The task: From the entries that follow, copy each line in which "Mill" appears.

_ _ _

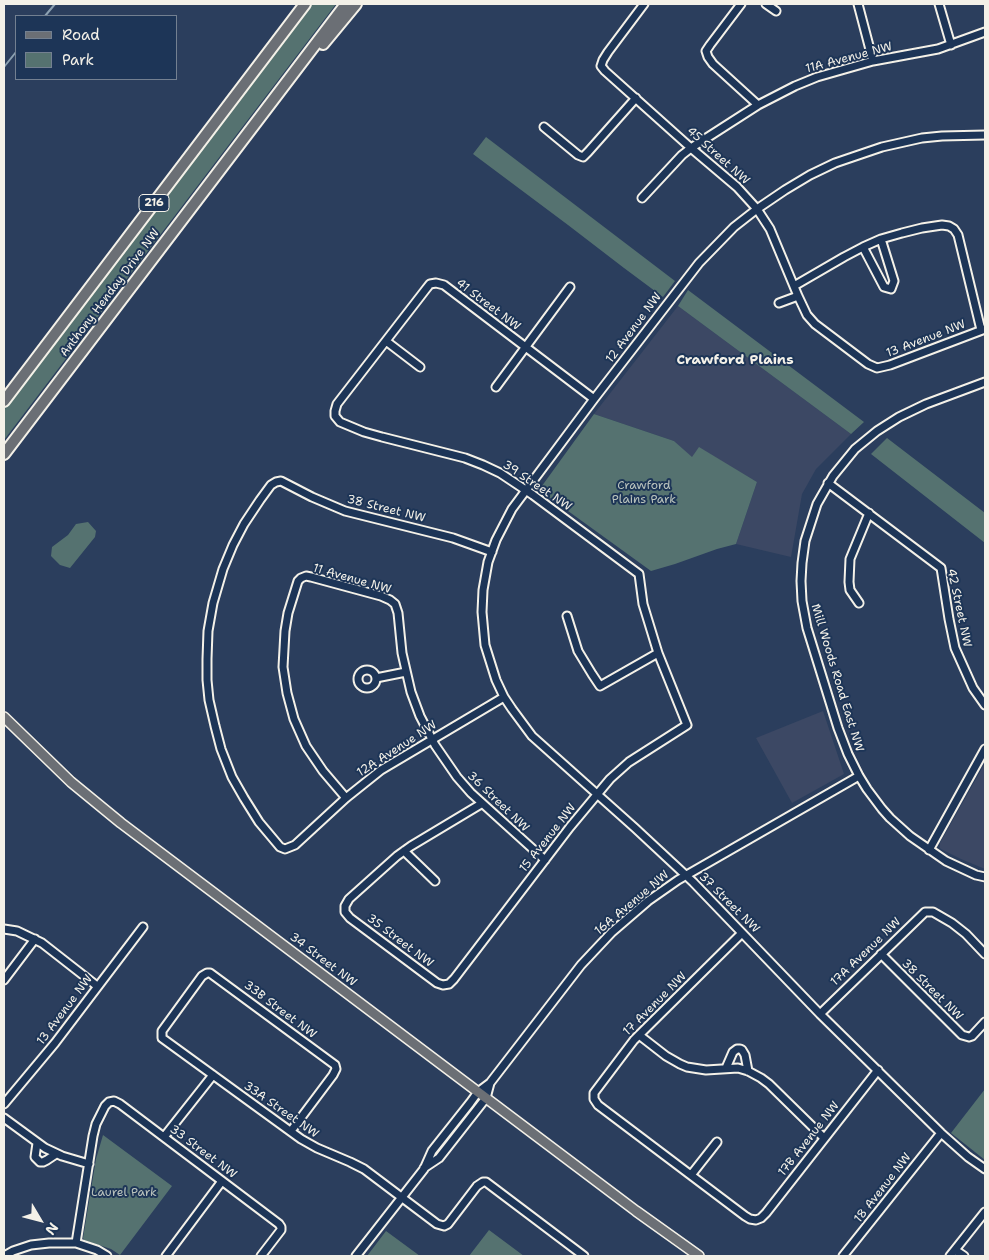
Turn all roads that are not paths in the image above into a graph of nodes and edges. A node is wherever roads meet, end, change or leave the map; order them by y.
1 (296, 4) edge
2 (305, 4) edge
3 (346, 4) edge
4 (356, 4) edge
5 (644, 4) edge
6 (741, 4) edge
7 (766, 4) edge
8 (858, 4) edge
9 (939, 4) edge
10 (776, 11) dead end
11 (985, 32) edge
12 (951, 45) junction
13 (873, 61) junction
14 (247, 80) junction
15 (636, 98) junction
16 (758, 105) junction
17 (544, 128) dead end
18 (985, 135) edge
19 (691, 148) junction
20 (220, 168) junction
21 (642, 198) dead end
22 (757, 209) junction
23 (881, 240) junction
24 (863, 247) junction
25 (794, 286) junction
26 (570, 287) dead end
27 (798, 296) junction
28 (779, 303) dead end
29 (983, 329) edge
30 (386, 341) junction
31 (526, 348) junction
32 (420, 367) dead end
33 (874, 368) joint
34 (985, 382) edge
35 (496, 387) dead end
36 (594, 400) junction
37 (4, 401) edge
38 (4, 454) edge
39 (828, 483) junction
40 (526, 490) junction
41 (869, 514) junction
42 (492, 552) junction
43 (859, 603) dead end
44 (395, 604) joint
45 (567, 616) dead end
46 (484, 638) joint
47 (658, 653) junction
48 (406, 672) junction
49 (376, 678) dead end
50 (504, 697) junction
51 (985, 705) edge
52 (4, 717) edge
53 (687, 725) joint
54 (432, 740) junction
55 (985, 749) edge
56 (859, 776) junction
57 (597, 794) junction
58 (346, 798) junction
59 (481, 804) junction
60 (285, 849) joint
61 (929, 850) junction
62 (404, 851) junction
63 (545, 860) junction
64 (685, 875) junction
65 (985, 877) edge
66 (435, 881) dead end
67 (143, 927) dead end
68 (4, 929) edge
69 (742, 933) junction
70 (34, 939) junction
71 (984, 950) edge
72 (881, 954) junction
73 (4, 980) edge
74 (446, 985) joint
75 (97, 986) junction
76 (820, 1014) junction
77 (985, 1022) edge
78 (161, 1035) joint
79 (639, 1035) junction
80 (726, 1068) junction
81 (878, 1070) junction
82 (748, 1071) junction
83 (212, 1075) junction
84 (490, 1083) junction
85 (478, 1092) junction
86 (486, 1098) junction
87 (4, 1104) edge
88 (4, 1118) edge
89 (291, 1131) junction
90 (940, 1133) junction
91 (164, 1137) junction
92 (824, 1138) junction
93 (717, 1142) dead end
94 (37, 1143) junction
95 (56, 1154) junction
96 (89, 1164) junction
97 (424, 1168) junction
98 (985, 1169) edge
99 (691, 1175) junction
100 (222, 1181) junction
101 (401, 1198) junction
102 (636, 1211) junction
103 (985, 1212) edge
104 (76, 1243) junction
105 (955, 1250) junction
106 (4, 1256) edge
107 (108, 1256) edge
108 (166, 1256) edge
109 (261, 1256) edge
110 (356, 1256) edge
111 (584, 1256) edge
112 (692, 1256) edge
113 (698, 1256) edge
114 (843, 1256) edge
115 (950, 1256) edge
116 (964, 1256) edge

1 - 14 highway
2 - 14 highway, Anthony Henday Drive NW / 216
3 - 20 highway, Anthony Henday Drive NW / 216
4 - 20 highway
5 - 15 street, 45 Street NW
6 - 16 street
7 - 10 street
8 - 13 street
9 - 12 street
11 - 12 street, 11A Avenue NW
12 - 13 street, 11A Avenue NW
13 - 16 street, 11A Avenue NW
14 - 37 highway, Anthony Henday Drive NW / 216
15 - 17 street
15 - 19 street, 45 Street NW
16 - 19 street, 11A Avenue NW
18 - 22 street, 12 Avenue NW
19 - 21 street, 11A Avenue NW
19 - 22 street, 45 Street NW
20 - 38 highway, Anthony Henday Drive NW / 216
22 - 25 street, 45 Street NW
22 - 36 street, 12 Avenue NW
23 - 24 street
23 - 24 street
23 - 29 street
24 - 25 street
25 - 27 street, 45 Street NW
26 - 31 street, 41 Street NW
27 - 28 street
27 - 33 street, 45 Street NW
29 - 33 street, 13 Avenue NW
30 - 31 street, 41 Street NW
30 - 32 street
30 - 40 street, 39 Street NW
31 - 35 street, 41 Street NW
31 - 36 street, 41 Street NW
34 - 39 street, Mill Woods Road East NW
36 - 40 street, 12 Avenue NW
39 - 41 street, 42 Street NW
39 - 56 street, Mill Woods Road East NW
40 - 42 street, 12 Avenue NW
40 - 47 street, 39 Street NW
41 - 43 street
41 - 51 street, 42 Street NW
42 - 46 street, 12 Avenue NW
42 - 60 street, 38 Street NW
44 - 48 street, 36 Street NW
44 - 58 street, 11 Avenue NW
45 - 47 street
46 - 50 street, 37 Street NW
47 - 53 street, 39 Street NW
48 - 49 street
48 - 54 street, 36 Street NW
50 - 54 street, 12A Avenue NW
50 - 57 street, 37 Street NW
52 - 85 main road, 34 Street NW
53 - 57 street, 15 Avenue NW
54 - 58 street, 12A Avenue NW
54 - 59 street, 36 Street NW
55 - 61 street
56 - 61 street, Mill Woods Road East NW
56 - 64 street, 16A Avenue NW
57 - 63 street, 15 Avenue NW
57 - 64 street, 37 Street NW
58 - 60 street, 12A Avenue NW
59 - 62 street
59 - 63 street, 36 Street NW
61 - 65 street, Mill Woods Road East NW
62 - 66 street
62 - 74 street, 35 Street NW
63 - 74 street, 15 Avenue NW
64 - 69 street, 37 Street NW
64 - 84 street, 16A Avenue NW
67 - 75 street, 13 Avenue NW
68 - 70 street
69 - 76 street, 37 Street NW
69 - 79 street, 17 Avenue NW
70 - 73 street
70 - 75 street
71 - 72 street, 17A Avenue NW
72 - 76 street, 17A Avenue NW
72 - 77 street, 38 Street NW
75 - 87 street, 13 Avenue NW
76 - 81 street, 37 Street NW
78 - 83 street, 33A Street NW
78 - 89 street, 33B Street NW
79 - 80 street
79 - 99 street, 17 Avenue NW
80 - 82 street
80 - 82 street
81 - 90 street, 37 Street NW
81 - 92 street, 17B Avenue NW
82 - 92 street
83 - 89 street, 33A Street NW
83 - 91 street
84 - 85 street, 16A Avenue NW
84 - 86 street, 16A Avenue NW
85 - 86 main road, 34 Street NW
85 - 97 street, 16A Avenue NW
86 - 97 street, 16A Avenue NW
86 - 102 main road, 34 Street NW
88 - 94 street
89 - 101 street, 33A Street NW
90 - 98 street, 37 Street NW
90 - 114 street, 18 Avenue NW
91 - 96 street, 33 Street NW
91 - 100 street, 33 Street NW
92 - 99 street, 17B Avenue NW
93 - 99 street
94 - 95 street
94 - 95 street
95 - 96 street
96 - 104 street
97 - 101 street, 16A Avenue NW
100 - 108 street
100 - 109 street, 33 Street NW
101 - 110 street, 16A Avenue NW
101 - 111 street, 33A Street NW
102 - 112 main road, 34 Street NW
102 - 113 main road, 34 Street NW
103 - 105 street
104 - 106 street
104 - 107 street
105 - 115 street
105 - 116 street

_ _ _

Solved problem:
34 - 39 street, Mill Woods Road East NW
39 - 56 street, Mill Woods Road East NW
56 - 61 street, Mill Woods Road East NW
61 - 65 street, Mill Woods Road East NW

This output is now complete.